Yeni araştırmalar, ilişkilerinde mutsuz olan insanların, partnerleriyle tartışırken bu mutsuzluk üzerine kafa yormaya meyilli olduğunu ortaya koyuyor. Daha mutlu çiftler genellikle çatışmayla ilgili daha koordineli düşüncelere sahiptir.
National Communication Association’ın Communication Monographs dergisinde çevrimiçi olarak yayınlanan bir araştırmaya göre, bulgular “kadın ve erkeklerin bilişleri arasında yaygın olarak kabul edilen farklılıklar hakkında sorular ortaya koyuyor.”
Katılanlara evli olmayan ancak ortalama üç yıldır birlikte olan 71 heteroseksüel genç çift katıldı.
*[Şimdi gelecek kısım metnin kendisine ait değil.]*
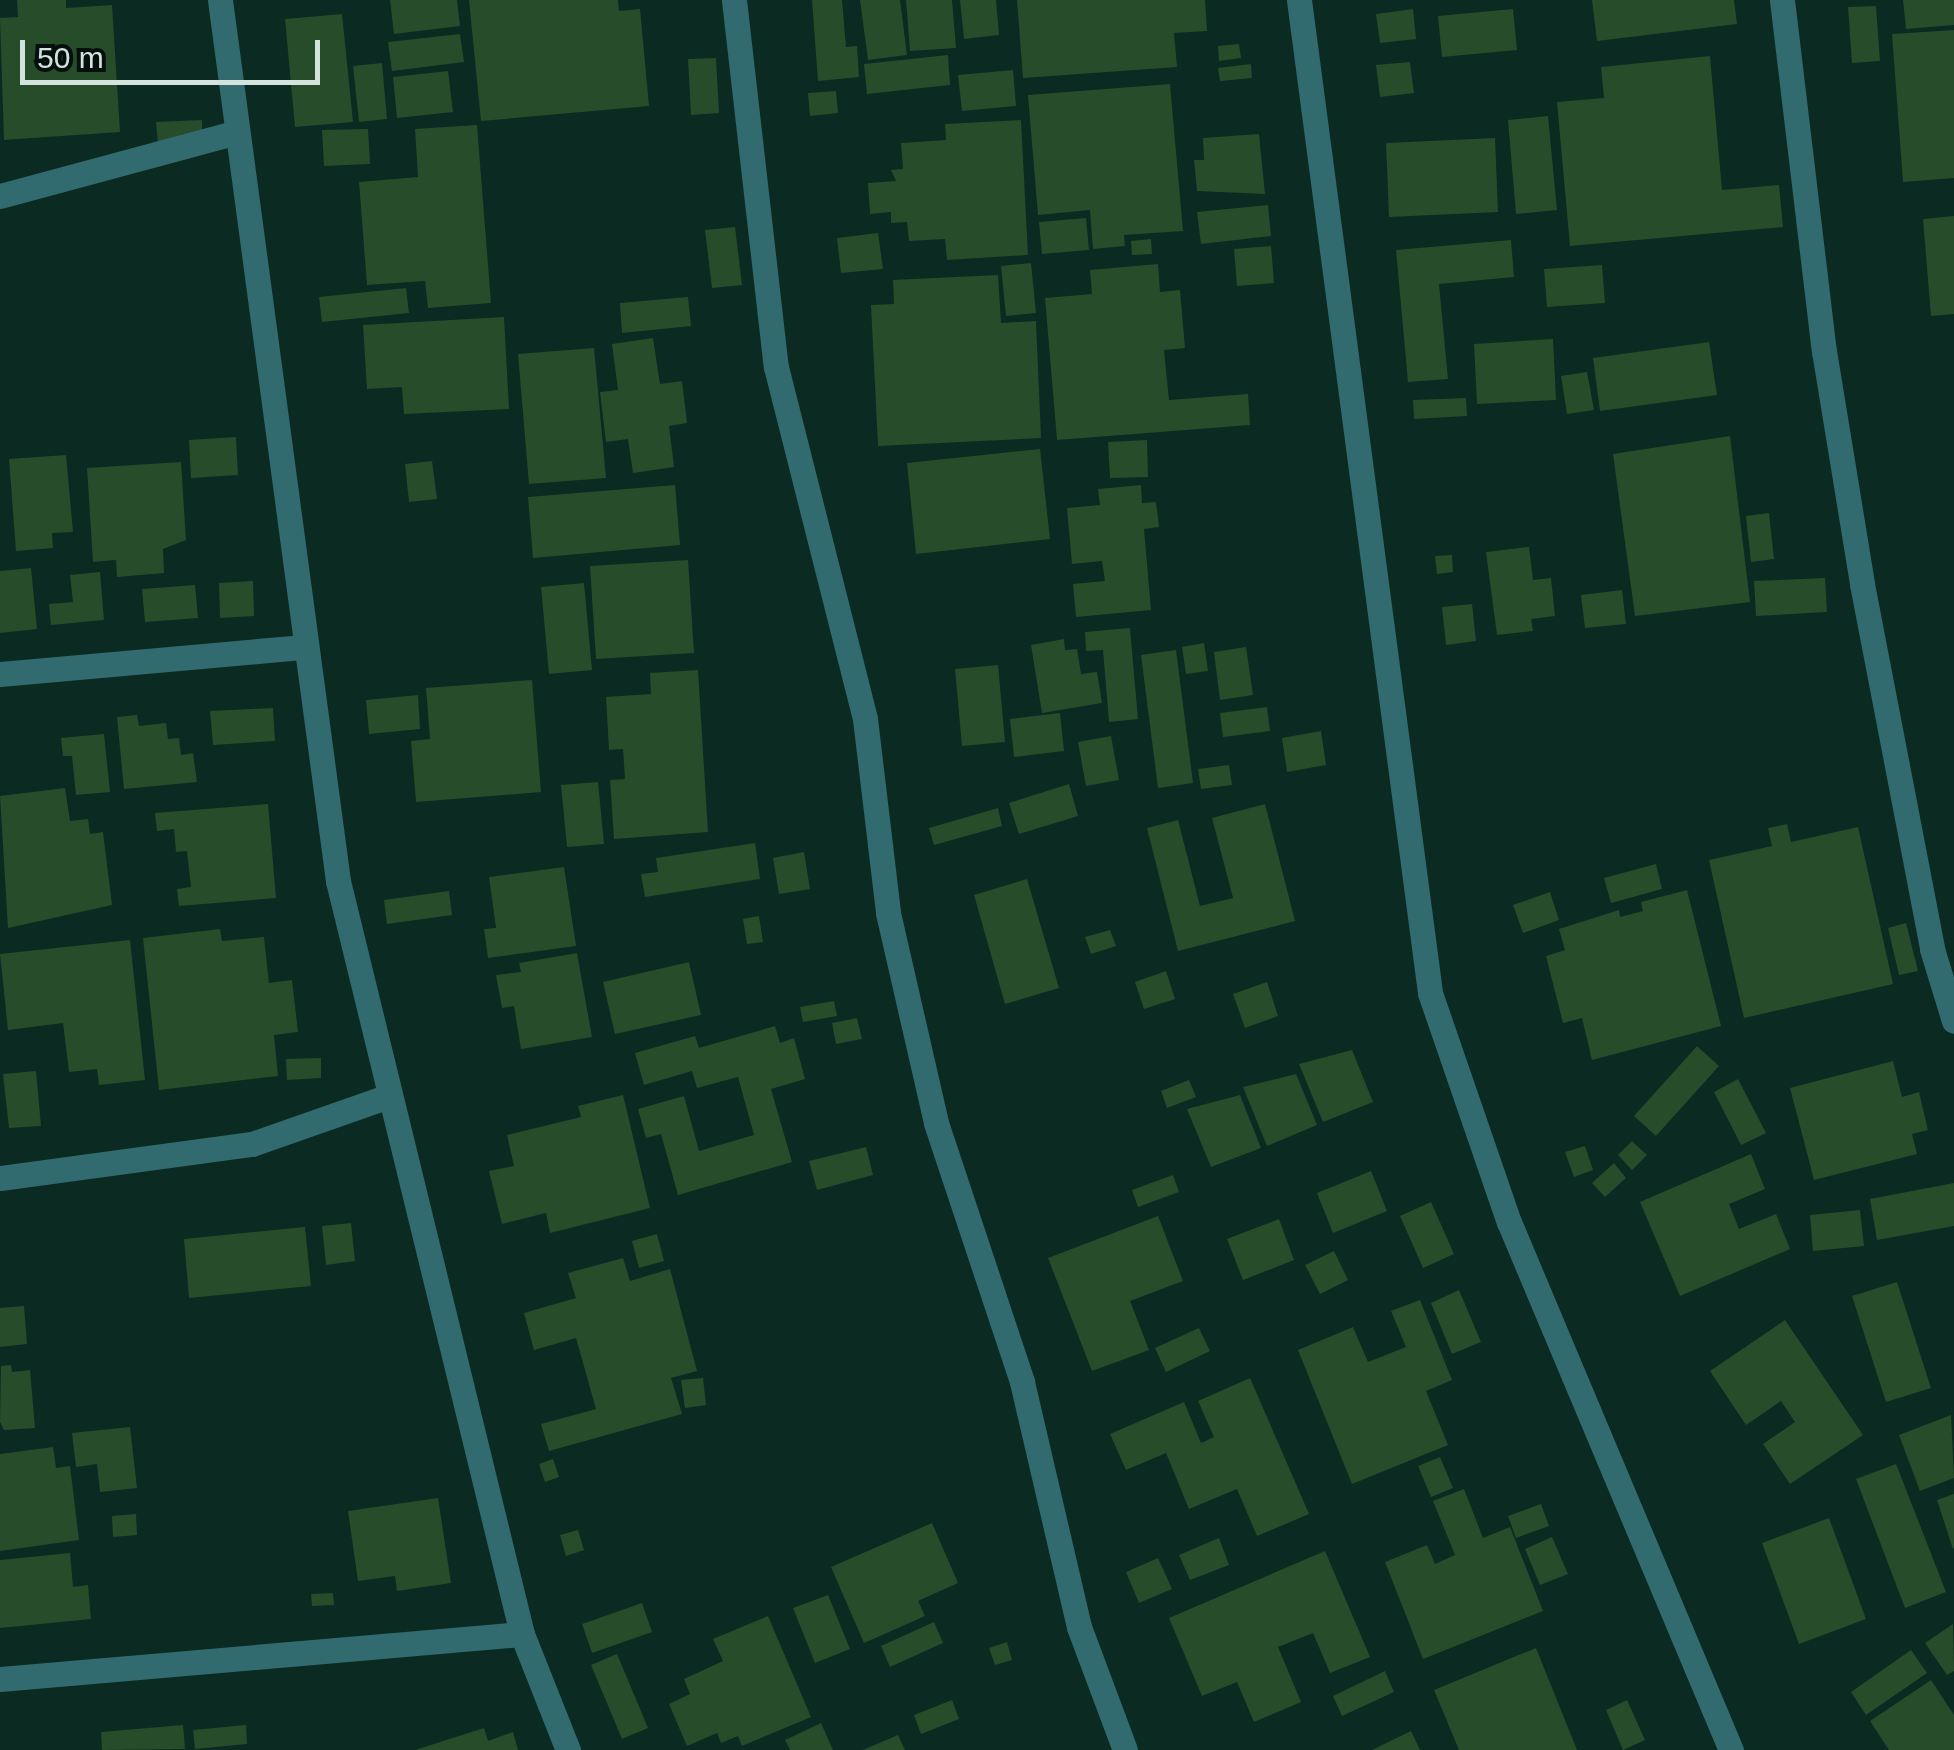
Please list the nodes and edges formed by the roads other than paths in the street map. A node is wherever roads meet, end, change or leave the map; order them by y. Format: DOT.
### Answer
graph roads {
  1 [pos="220,0"];
  2 [pos="734,0"];
  3 [pos="1299,0"];
  4 [pos="1782,0"];
  5 [pos="233,133"];
  6 [pos="0,196"];
  7 [pos="304,646"];
  8 [pos="0,674"];
  9 [pos="1954,1021"];
  10 [pos="388,1096"];
  11 [pos="0,1178"];
  12 [pos="522,1634"];
  13 [pos="0,1678"];
  14 [pos="568,1750"];
  15 [pos="1125,1750"];
  16 [pos="1732,1750"];
  1 -- 5 [label="street"];
  2 -- 15 [label="street"];
  3 -- 16 [label="street"];
  4 -- 9 [label="street"];
  5 -- 6 [label="street"];
  5 -- 7 [label="street"];
  7 -- 8 [label="street"];
  7 -- 10 [label="street"];
  10 -- 11 [label="street"];
  10 -- 12 [label="street"];
  12 -- 13 [label="street"];
  12 -- 14 [label="street"];
}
Çiftler farklı odalara ayrıldı ancak bir sohbet programı aracılığıyla bağlı kaldılar. Ortaklar bir araştırmacı tarafından denetlendi, ancak ortaklarıyla yalnızca yazarak iletişim kurabiliyorlardı.
“Mutsuz ortakların tekrar etme olasılığı daha yüksekti
mutsuzlukları ya da konuyu değiştirmeleri.”
Katılımcılardan eşleri ile yapılan 10 dakikalık sohbetler sırasında kayıt altına alınan düşünce süreçlerini araştırmacıya sözlü olarak aktarmaları istenmiştir. Konu, her bir ortak tarafından doldurulan bir anketten önceden seçilmiştir.
Araştırmacılar, mutsuz partnerlerin mutsuzluklarını tekrar etme, konudan kaçınma veya konuyu değiştirmeye teşebbüs etme olasılıklarının daha yüksek olduğunu buldu. İlişkilerinden daha memnun olan çiftlerin konu üzerinde kalma olasılıkları daha yüksekti.
Çalışma ayrıca, bir kişinin bir tartışma sırasındaki düşüncelerinin, ilişki hakkında nasıl hissettiklerini hem yansıttığını hem de şekillendirdiğini buldu. Austin’deki Texas Üniversitesi’nde iletişim profesörü olan çalışma yazarı Anita Vangelisti’ye göre, diğer partnerin mutluluğunu da etkileyebilir.
“Ortaklar düşüncelerini değiştirdiğinde ne olduğuna dair elimizde veri yok, ancak bulgularımız kesinlikle ne kadar sinirli ve hüsrana uğramış olduğunuzu düşünmenin – ya da bir çatışma sırasında ne kadar güç kullanıldığını düşünmenin – faydalı olmadığını gösteriyor.” dedi.
Vangelisti, bir katılımcının düşünce sürecinin bir sohbet ortamında standart yüz yüze toplantılara göre farklılık gösterebileceğini söyledi ve yanıtlarda uygulanan yüz ifadeleri veya ses tonu eksikliğine atıfta bulundu.